EXERCISE DATA
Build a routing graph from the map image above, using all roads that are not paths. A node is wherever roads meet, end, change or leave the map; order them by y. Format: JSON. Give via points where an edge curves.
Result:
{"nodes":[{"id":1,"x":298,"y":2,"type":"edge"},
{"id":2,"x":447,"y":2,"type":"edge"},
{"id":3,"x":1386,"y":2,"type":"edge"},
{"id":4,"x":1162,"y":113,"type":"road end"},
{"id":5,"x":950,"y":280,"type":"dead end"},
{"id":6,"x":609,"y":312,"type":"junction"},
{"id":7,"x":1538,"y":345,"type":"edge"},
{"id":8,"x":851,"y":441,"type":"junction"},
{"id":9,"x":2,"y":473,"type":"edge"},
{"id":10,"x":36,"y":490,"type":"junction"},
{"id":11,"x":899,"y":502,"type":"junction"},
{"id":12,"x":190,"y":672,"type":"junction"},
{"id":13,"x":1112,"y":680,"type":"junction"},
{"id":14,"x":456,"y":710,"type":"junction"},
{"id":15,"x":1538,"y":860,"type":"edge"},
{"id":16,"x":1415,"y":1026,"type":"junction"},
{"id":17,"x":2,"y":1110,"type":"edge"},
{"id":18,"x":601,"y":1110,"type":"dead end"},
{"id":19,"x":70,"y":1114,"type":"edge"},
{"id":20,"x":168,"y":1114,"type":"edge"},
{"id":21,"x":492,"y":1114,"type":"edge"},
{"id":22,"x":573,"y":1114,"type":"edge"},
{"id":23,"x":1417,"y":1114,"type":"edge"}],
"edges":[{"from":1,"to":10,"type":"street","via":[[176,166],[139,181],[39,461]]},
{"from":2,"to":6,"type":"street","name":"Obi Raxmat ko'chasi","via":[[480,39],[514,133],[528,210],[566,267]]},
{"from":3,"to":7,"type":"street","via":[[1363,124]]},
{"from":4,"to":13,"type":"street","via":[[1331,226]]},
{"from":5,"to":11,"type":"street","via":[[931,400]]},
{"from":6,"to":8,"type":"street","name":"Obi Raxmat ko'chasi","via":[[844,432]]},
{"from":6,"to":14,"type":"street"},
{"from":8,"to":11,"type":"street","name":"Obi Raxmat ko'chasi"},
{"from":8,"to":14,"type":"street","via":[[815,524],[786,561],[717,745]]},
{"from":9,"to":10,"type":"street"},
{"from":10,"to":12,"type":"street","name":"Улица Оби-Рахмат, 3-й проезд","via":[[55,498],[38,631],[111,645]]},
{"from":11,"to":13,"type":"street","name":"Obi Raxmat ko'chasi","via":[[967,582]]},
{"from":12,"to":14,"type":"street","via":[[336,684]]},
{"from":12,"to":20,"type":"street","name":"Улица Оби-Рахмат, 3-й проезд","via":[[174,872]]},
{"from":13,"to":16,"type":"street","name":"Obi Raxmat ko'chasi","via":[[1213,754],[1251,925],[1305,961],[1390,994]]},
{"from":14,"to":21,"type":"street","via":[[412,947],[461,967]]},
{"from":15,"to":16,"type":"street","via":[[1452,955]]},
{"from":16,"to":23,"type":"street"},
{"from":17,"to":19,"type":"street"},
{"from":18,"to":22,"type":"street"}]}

TRY IT
Work out how many lines in this material contain the string "junction", and give that number alone.

EXERCISE RESULT
8